I had a sense of calm. It seemed to me that the foreign presence, the international observers, the international journalists who were in that room gave us a guarantee of calm. Therefore, when the results began to appear and it became evident, and then the three soldiers and Onofre Jarpa, the Minister of the Interior, the former Minister of the Interior of Pinochet, appeared, saying that the plebiscite was won by No, and he said so General Stange, General Matthei, excuse me, and also Admiral Merino said it in a way. Well, it was clear that Pinochet could not ignore what had happened. Therefore, we stayed until three or four in the morning celebrating. Particularly when the Government recognized and it was an absolutely unique moment in one’s life. There are no two places and two moments equal to that. It is very difficult for me to imagine another moment of triumph similar to that of. At. To that night. Perhaps the only one that comes to mind is one much earlier than the year 1967, when we occupied the Catholic University as students and at night we were told that the head of the university had resigned. After 20 days locked up in that university, a civilian and an architect and a person we wanted as rector of the university were appointed. And I remember when we went out to the Alameda. It’s similar to the night we went out to the Alameda after the referendum, when we felt a sense of triumph that is impossible to describe in words and that has to do with a kind of essential joy and essential optimism.

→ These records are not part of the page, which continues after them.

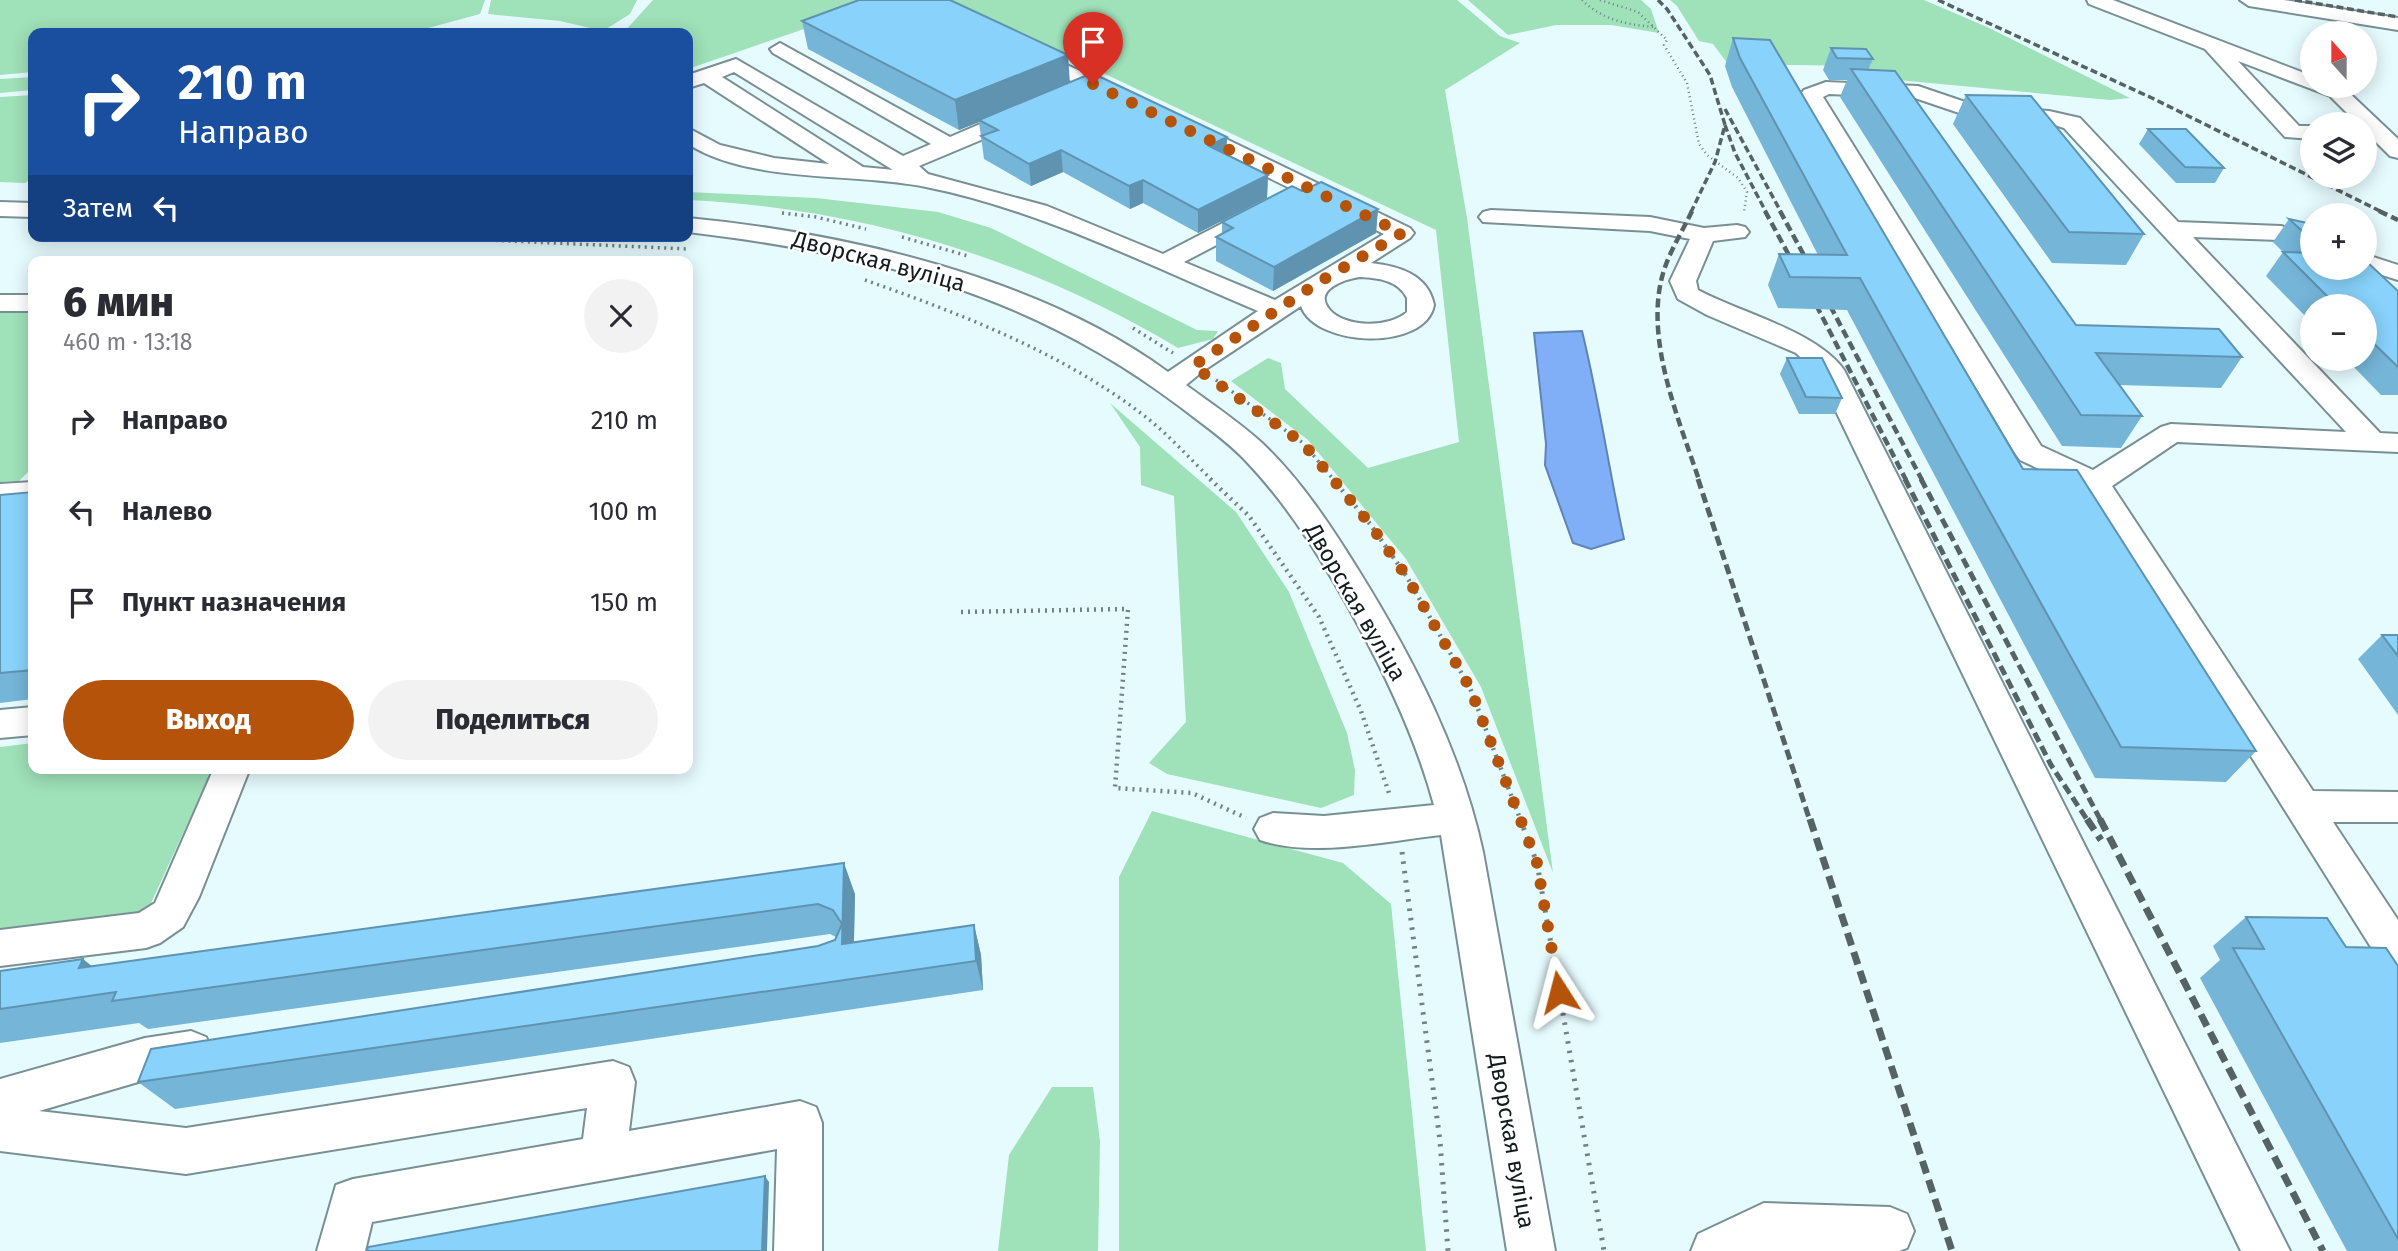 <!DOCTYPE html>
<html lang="ru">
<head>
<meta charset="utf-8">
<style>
  :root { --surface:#fff; --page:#f2f2f3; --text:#2b2b33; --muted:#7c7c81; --accent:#b45309 }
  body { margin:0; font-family:"Fira Sans",sans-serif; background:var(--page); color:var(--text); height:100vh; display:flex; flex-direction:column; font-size:26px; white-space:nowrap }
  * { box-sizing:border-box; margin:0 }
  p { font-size:23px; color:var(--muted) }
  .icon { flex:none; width:38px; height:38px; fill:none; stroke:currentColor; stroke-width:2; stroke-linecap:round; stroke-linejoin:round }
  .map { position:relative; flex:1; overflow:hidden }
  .details { position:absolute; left:28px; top:256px; width:665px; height:518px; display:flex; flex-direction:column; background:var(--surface); border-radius:14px; box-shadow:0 4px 18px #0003 }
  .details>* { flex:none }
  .banner { position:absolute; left:28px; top:28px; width:665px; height:214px; border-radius:14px; box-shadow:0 4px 18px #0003; background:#1a4fa0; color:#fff; overflow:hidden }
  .needle { width:46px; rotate:339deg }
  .fabs { position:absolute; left:2300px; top:21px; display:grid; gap:14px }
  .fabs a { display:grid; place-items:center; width:77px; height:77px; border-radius:50%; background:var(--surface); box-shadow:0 4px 18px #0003; font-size:35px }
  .pin { position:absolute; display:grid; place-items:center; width:60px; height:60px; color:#fff; margin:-72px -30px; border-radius:50% 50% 50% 0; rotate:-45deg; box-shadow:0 0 7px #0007 }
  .pin .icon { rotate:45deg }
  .me { position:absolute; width:77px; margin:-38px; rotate:351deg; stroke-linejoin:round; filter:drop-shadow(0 0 5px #0008) }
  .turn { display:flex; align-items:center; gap:24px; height:147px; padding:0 35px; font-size:32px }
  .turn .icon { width:91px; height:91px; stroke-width:2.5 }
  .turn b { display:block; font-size:49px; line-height:60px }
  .then { display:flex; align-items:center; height:66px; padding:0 35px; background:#0003; gap:14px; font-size:26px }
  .round { display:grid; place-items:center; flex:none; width:74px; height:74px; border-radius:37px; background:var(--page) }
  .overview { display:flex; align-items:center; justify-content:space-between; height:119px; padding:0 35px }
  h1 { font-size:42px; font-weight:800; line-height:52px }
  .action { display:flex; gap:14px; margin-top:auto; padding:14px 35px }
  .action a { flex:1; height:80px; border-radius:42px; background:var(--accent); color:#fff; font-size:28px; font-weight:800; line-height:80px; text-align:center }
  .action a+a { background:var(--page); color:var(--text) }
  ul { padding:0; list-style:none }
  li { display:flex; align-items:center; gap:21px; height:91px; padding:0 35px }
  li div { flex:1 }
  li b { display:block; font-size:26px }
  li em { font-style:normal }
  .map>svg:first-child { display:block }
</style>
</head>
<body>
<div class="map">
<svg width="2398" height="1251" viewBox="0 0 2398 1251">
  <rect width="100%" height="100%" fill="#e6fbfe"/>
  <!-- green -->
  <path fill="#9fe1b9" d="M 0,0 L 485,0 L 480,14 L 410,33 L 33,33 L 33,72 L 0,75 Z
    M 491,0 L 637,0 L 630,14 L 603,31 L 560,21 L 488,14 Z
    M 653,0 L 888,0 L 688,69 L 688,33 L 623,33 Z
    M 948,0 L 1457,0 L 1500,36 L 1520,43 L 1445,90 L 1467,218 L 1553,873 L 1481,687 L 1406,559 L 1308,440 L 1231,381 L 1268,358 L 1281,363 L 1285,389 L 1368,468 L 1459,442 L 1436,230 Z
    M 1468,0 L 1641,0 L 1651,9 L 1659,33 L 1611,25 L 1556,25 L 1508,35 Z
    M 1670,0 L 1924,0 L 1987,27 L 2130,98 L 2110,100 L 1887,79 L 1862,66 L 1728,64 L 1713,44 L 1699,41 L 1677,6 Z
    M 33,77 L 33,90 L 0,93 L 0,79 Z
    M 33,95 L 33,178 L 25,183 L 0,182 L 0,97 Z
    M 688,192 L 816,198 L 938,212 L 991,228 L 1197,330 L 1218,331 L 1213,339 L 1178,348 C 1029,259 861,208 688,200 Z
    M 0,312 L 33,313 L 33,467 L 19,481 L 0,482 Z
    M 1110,403 L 1236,512 L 1289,592 L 1347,733 L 1355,770 L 1354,795 L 1321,808 L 1167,774 L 1149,763 L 1186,722 L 1174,496 L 1141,485 L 1140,447 Z
    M 33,743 L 33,768 L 213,768 L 146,914 L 0,936 L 0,747 Z
    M 1152,811 L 1343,863 L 1391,904 L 1426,1251 L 1119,1251 L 1119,877 Z
    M 1052,1087 L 1093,1087 L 1100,1141 L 1098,1251 L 998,1251 L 1009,1155 Z"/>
  <!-- water -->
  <path fill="#80aff7" stroke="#5f83b6" stroke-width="2" d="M 1582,331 C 1599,400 1609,470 1624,539 L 1591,549 L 1573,543 L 1545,465 L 1546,444 L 1534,333 Z"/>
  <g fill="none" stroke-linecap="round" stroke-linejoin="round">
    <!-- minor casing -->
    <g stroke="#789094" stroke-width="4">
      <path id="minor" d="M 2087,0 L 2113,0 L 2312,76 L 2312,86 L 2344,88 L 2398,139 L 2398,158 L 2390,156 L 2364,130 L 2364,124 L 2358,124 L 2330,96 L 2238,61 L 2299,126 L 2312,126 L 2312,139 L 2285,137 L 2205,49 L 2089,4 Z
        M 2240,0 L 2284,0 L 2398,18 L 2398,30 L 2249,6 Z
        M 780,43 L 950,137 L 1015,109 L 1031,109 L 1034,114 L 1031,119 L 919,166 L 928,174 L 1047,206 L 1163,254 L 1252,208 L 1268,208 L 1272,213 L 1268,218 L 1184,262 L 1275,300 L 1384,234 L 1179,134 L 1176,129 L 1179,124 L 1195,124 L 1410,228 L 1414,233 L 1410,238 L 1371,263 C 1398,266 1428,274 1434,305 C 1425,352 1315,347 1301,306 L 1203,371 L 1186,385 C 1212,404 1239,422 1262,443 C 1301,480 1331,526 1359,571 C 1413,658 1461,751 1483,852 L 1555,1251 L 1507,1251 L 1441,835 C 1386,841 1312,858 1260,840 L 1254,829 L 1260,818 L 1273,813 L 1324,816 L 1434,805 C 1417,742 1389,682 1358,625 C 1326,566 1291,508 1245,460 C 1225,439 1201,423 1179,406 C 1028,292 872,254 688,232 L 688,218 C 845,233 1039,277 1168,372 L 1258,311 C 1150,266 1041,210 926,187 C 854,172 751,184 688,144 L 688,128 L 720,145 L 774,158 L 829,164 L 704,83 L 688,88 L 688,75 L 736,59 L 903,156 L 931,144 L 773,53 L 770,49 ZM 734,72 L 893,170 L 894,170 L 863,167 L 722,77 ZM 1360,277 C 1378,278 1398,280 1407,298 L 1407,312 C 1390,328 1344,328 1329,309 C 1313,289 1346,279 1360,277 Z
        M 1029,48 L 1100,80 L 1103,84 L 1100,88 L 1086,88 L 1022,58 L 1019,54 L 1022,50 Z
        M 1826,82 L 1918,86 L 1977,106 L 2049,111 L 2080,118 L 2178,222 L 2281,226 L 2312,235 L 2312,250 L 2279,240 L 2193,237 L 2380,433 L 2398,434 L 2398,452 L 2177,442 L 2112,486 L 2313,791 L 2398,792 L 2398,822 L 2333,822 L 2398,920 L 2398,973 L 2384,968 L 2084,490 L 2020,460 L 2015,453 L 1801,94 L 1804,90 ZM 1829,94 L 1915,98 L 1974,118 L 2048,123 L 2064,128 L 2346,432 L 2171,424 L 2161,427 L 2093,470 L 2041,446 L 1823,97 Z
        M 0,202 L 33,203 L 33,217 L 0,216 Z
        M 1491,210 L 1650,217 L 1704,228 L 1737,225 L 1745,227 L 1749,232 L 1745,237 L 1713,241 L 1696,281 L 1698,290 C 1741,313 1816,331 1844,370 L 2290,1251 L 2241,1251 L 1818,374 L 1796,353 L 1707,315 L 1678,299 L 1670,281 L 1690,239 L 1650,231 L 1483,222 L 1479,217 L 1483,212 Z
        M 2364,254 L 2398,265 L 2398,280 L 2360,268 L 2364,268 Z
        M 0,295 L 33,295 L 33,311 L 0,311 Z
        M 33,482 L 33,502 L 0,504 L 0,484 Z
        M 33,707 L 33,735 L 0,738 L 0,710 Z
        M 214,768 L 250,768 L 199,897 L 183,927 L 160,943 L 146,948 L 0,966 L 0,930 L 139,913 L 155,903 Z
        M 191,1031 L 206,1037 L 213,1052 L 206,1067 L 191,1073 L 145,1080 L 39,1111 L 186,1128 L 613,1061 L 629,1067 L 635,1082 L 629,1131 L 800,1101 L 816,1107 L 822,1123 L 822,1251 L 774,1251 L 777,1149 L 372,1222 L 365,1251 L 317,1251 L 336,1185 L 353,1179 L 583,1139 L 587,1108 L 186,1174 L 0,1151 L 0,1079 L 145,1038 Z
        M 1764,1203 L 1890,1207 L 1907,1214 L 1914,1231 L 1907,1248 L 1899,1251 L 1691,1251 L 1698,1234 Z"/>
    </g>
    <!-- path-far3 -->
    <path stroke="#728183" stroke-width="2.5" stroke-dasharray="1 3.5" stroke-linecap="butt" d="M 1582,0 C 1602,20 1628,25 1655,27
      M 1600,0 L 1638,12 L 1667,40 L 1664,45 L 1687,83 L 1699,144 L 1707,155 L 1738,178 L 1747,192 L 1744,212"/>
    <!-- path-far2 -->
    <path stroke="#728183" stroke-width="3.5" stroke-dasharray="2 4.5" stroke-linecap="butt" d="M 782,213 L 816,217 L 866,229
      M 398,236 L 688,249
      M 902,237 L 968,256
      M 865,280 C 961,314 1066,354 1147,418 C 1170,436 1191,460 1212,480
      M 1133,328 L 1173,353
      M 1216,380 L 1303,443 L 1334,480"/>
    <!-- path-far1 -->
    <path stroke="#728183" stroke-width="4.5" stroke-dasharray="2 5" stroke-linecap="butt" d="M 1210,479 L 1249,516 L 1319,617 L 1361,711 L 1390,796
      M 1333,479 L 1370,524 L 1407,577 L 1470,688 L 1521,821
      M 961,612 L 1128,609 L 1115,788 L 1192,793 L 1246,818"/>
    <!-- path -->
    <path stroke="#728183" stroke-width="5" stroke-dasharray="2.5 7" stroke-linecap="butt" d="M 1520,819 L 1537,863 L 1604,1251
      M 1402,852 L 1440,1141 L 1448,1251"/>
    <!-- minor -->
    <use href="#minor" fill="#fff" fill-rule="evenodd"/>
    <!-- rail-far3 -->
    <path stroke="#566365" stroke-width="3.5" stroke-dasharray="7 3.5" stroke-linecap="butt" d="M 1658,0 L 1667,9 L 1710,75 L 1725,125 L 1715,162 L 1691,212
      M 1938,0 L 2152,98 L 2382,212
      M 2295,0 L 2398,17
      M 1725,109 L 1781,212
      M 1725,125 L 1735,153 L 1766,212"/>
    <!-- rail-far2 -->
    <path stroke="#566365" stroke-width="4.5" stroke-dasharray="9 4.5" stroke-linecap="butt" d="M 1692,211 C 1683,230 1671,249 1664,270 C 1643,336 1678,417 1699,480
      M 1765,211 L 1798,272
      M 1780,211 L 1813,272
      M 2379,211 L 2398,220
      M 1810,293 L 1906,480
      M 1824,294 L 1922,480"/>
    <!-- rail-far1 -->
    <path stroke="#566365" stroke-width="5" stroke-dasharray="10 5" stroke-linecap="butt" d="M 1698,479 L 1810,821
      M 1905,479 L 2051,765 L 2088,821
      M 1921,479 L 2101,821"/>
    <!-- rail -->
    <path stroke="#566365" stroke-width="7" stroke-dasharray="13 7" stroke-linecap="butt" d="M 1810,819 L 1952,1251
      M 2087,819 L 2101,840
      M 2100,819 L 2323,1251"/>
  </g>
  <!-- wall -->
  <path fill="#75b5d8" d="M 802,21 L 1070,82 L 1227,137 L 1226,154 L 1268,175 L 1267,198 L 1198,233 L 1143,203 L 1130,209 L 1063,172 L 1031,186 L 984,159 L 979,122 L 959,130 L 808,49 Z
    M 1733,38 L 2023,469 L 2256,751 L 2226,782 L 2095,778 L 1847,310 L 1778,308 L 1768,285 L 1779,254 L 1818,255 L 1732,87 L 1725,66 Z
    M 1831,48 L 1873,59 L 1868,70 L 2076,325 L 2242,357 L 2221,388 L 2119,385 L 2142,416 L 2121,448 L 2062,446 L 1840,97 L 1847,80 L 1829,80 L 1823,70 Z
    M 1966,95 L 2144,234 L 2126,265 L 2052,263 L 1953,124 Z
    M 2148,129 L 2224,168 L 2215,183 L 2176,183 L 2139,144 Z
    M 1302,191 L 1378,209 L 1376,233 L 1273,291 L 1216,261 L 1216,237 L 1222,234 L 1222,222 Z
    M 2289,219 L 2312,224 L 2312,268 L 2398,291 L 2398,395 L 2381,395 L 2346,359 L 2364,359 L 2364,306 L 2312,306 L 2312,323 L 2266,276 L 2283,252 L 2273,242 Z
    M 1787,358 L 1842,398 L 1835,414 L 1799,414 L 1780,374 Z
    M 33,492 L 33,699 L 0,703 L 0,495 Z
    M 2382,635 L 2398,635 L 2398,715 L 2358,659 Z
    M 855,894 L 854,942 L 974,925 L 981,955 L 983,990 L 175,1109 L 138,1082 L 818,946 L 835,940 L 836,937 L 830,934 L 148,1029 L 139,1023 L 0,1043 L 0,971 L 91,966 Z
    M 2246,917 L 2346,947 L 2398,966 L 2398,1251 L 2347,1251 L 2200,978 L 2220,960 L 2213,946 Z"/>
  <!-- shaded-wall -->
  <path fill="#5f93b0" d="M 1068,55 L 1070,84 L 979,120 L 979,122 L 959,130 L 955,100 Z
    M 1227,137 L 1226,160 L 1209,146 Z
    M 1061,150 L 1063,172 L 1031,186 L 1029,164 Z
    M 1268,175 L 1267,198 L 1198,233 L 1198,210 Z
    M 1143,180 L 1143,203 L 1130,209 L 1129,186 Z
    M 1378,209 L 1376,233 L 1273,291 L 1274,267 Z
    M 844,863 L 855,894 L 853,973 L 842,944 Z
    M 974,925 L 981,955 L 983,990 L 976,961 Z
    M 83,959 L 119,988 L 116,992 L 79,968 Z
    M 765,1176 L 769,1182 L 767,1251 L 762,1251 Z"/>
  <!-- building -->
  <path fill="#88d2fb" stroke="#5f93b0" stroke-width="2" d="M 859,0 L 950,0 L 1068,55 L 955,100 L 802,21 Z
    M 1733,38 L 1770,40 L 2023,469 L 2077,470 L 2256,751 L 2121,747 L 1860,278 L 1790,277 L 1779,254 L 1847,255 L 1740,58 Z
    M 1831,48 L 1866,49 L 1873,59 L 1837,58 Z
    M 1851,69 L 1895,71 L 2076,325 L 2219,329 L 2242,357 L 2096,353 L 2142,416 L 2081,415 Z
    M 1092,73 L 1227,137 L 1209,146 L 1268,175 L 1198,210 L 1143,180 L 1129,186 L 1061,150 L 1029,164 L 981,136 L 998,130 L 979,120 Z
    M 1966,95 L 2031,96 L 2144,234 L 2069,232 Z
    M 2148,129 L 2186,129 L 2224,168 L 2185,167 Z
    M 1321,182 L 1378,209 L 1274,267 L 1216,237 L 1233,228 L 1222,222 L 1292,186 L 1302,191 Z
    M 2289,219 L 2312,224 L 2312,240 Z
    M 2283,252 L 2312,253 L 2312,268 L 2364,268 L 2364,259 L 2398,291 L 2398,367 L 2364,334 L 2364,306 L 2337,306 Z
    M 1787,358 L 1822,358 L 1842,398 L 1806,397 Z
    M 33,492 L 33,670 L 0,673 L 0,495 Z
    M 2382,635 L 2398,635 L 2398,656 Z
    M 844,863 L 842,944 L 974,925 L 976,961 L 138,1082 L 151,1049 L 818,946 L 835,940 L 842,924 L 833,910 L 818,904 L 112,1001 L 116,992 L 0,1009 L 0,971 L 83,959 L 79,968 Z
    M 2246,917 L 2327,918 L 2346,947 L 2386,948 L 2398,966 L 2398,1239 L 2233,948 L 2264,949 Z
    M 765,1176 L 762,1251 L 367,1251 L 368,1247 Z"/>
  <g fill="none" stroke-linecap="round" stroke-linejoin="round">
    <!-- route -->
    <path stroke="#b45309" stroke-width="12" stroke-dasharray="0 21.6" d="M 1093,84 L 1402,233 L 1319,282 L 1193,366 L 1303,443 L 1370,524 L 1407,577 L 1470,688 L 1537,863 L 1559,992"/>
  </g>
  <g text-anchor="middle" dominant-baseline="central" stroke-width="5" stroke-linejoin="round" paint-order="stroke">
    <!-- street labels -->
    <g font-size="23" fill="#121c1d" stroke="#fff">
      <text transform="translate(879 261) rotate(15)">Дворская вуліца</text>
      <text transform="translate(1356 602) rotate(60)">Дворская вуліца</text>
      <text transform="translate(1512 1141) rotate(80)">Дворская вуліца</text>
    </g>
  </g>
</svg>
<div class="fabs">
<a><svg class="needle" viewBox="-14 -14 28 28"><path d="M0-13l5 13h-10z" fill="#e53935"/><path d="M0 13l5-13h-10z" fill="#7c7c81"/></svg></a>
<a><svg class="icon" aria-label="layers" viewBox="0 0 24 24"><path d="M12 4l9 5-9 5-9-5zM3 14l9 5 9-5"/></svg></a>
<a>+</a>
<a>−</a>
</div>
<div class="pin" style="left:1093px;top:84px;background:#d93025"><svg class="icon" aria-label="arrive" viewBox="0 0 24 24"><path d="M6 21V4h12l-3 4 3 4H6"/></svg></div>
<svg class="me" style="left:1559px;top:992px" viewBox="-20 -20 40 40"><path d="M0-17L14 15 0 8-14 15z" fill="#b45309" stroke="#fff" stroke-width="4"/></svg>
<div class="banner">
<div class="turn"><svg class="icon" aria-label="right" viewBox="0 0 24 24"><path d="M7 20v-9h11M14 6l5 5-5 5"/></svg><div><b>210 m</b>Направо</div></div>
<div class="then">Затем<svg class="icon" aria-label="left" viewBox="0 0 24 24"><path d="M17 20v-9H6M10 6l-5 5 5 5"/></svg></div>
</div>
<section class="details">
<div class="overview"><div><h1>6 мин</h1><p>460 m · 13:18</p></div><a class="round"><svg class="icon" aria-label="close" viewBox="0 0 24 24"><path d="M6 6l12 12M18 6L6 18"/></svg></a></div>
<ul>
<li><svg class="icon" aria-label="right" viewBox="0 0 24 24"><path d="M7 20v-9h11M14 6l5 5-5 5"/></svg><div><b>Направо</b></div><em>210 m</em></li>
<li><svg class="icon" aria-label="left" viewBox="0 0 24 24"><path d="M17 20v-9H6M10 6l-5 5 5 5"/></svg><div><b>Налево</b></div><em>100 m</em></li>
<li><svg class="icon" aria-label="arrive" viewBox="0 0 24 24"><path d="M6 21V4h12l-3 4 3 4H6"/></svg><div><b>Пункт назначения</b></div><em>150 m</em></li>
</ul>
<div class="action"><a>Выход</a><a>Поделиться</a></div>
</section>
</div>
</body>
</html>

The next day we saw people go out into the streets, hug police officers, find the country as a country that could dream of what we had announced in the no programs as something possible. Therefore, I don’t have many more memories than that. I remember at night Patricio Aylwin, Ricardo Lagos, Luis Maira and all the friends hugging each other. There was a mass of people, almost impossible to be close or hug each other, otherwise we all hugged. I remember a famous journalist, very close to the Communist Party, who hugged me that night and told me you were right. Which was enough to show that those friends of mine who had said that the plebiscite was necessarily going to be a fraud, that we had no chance of winning and were admitting that they had been wrong, which is not unimportant. So, it was something clear that will be forever marked in one’s life. But these memories came to me for the first time, and I think about it after a long time and I think that was it.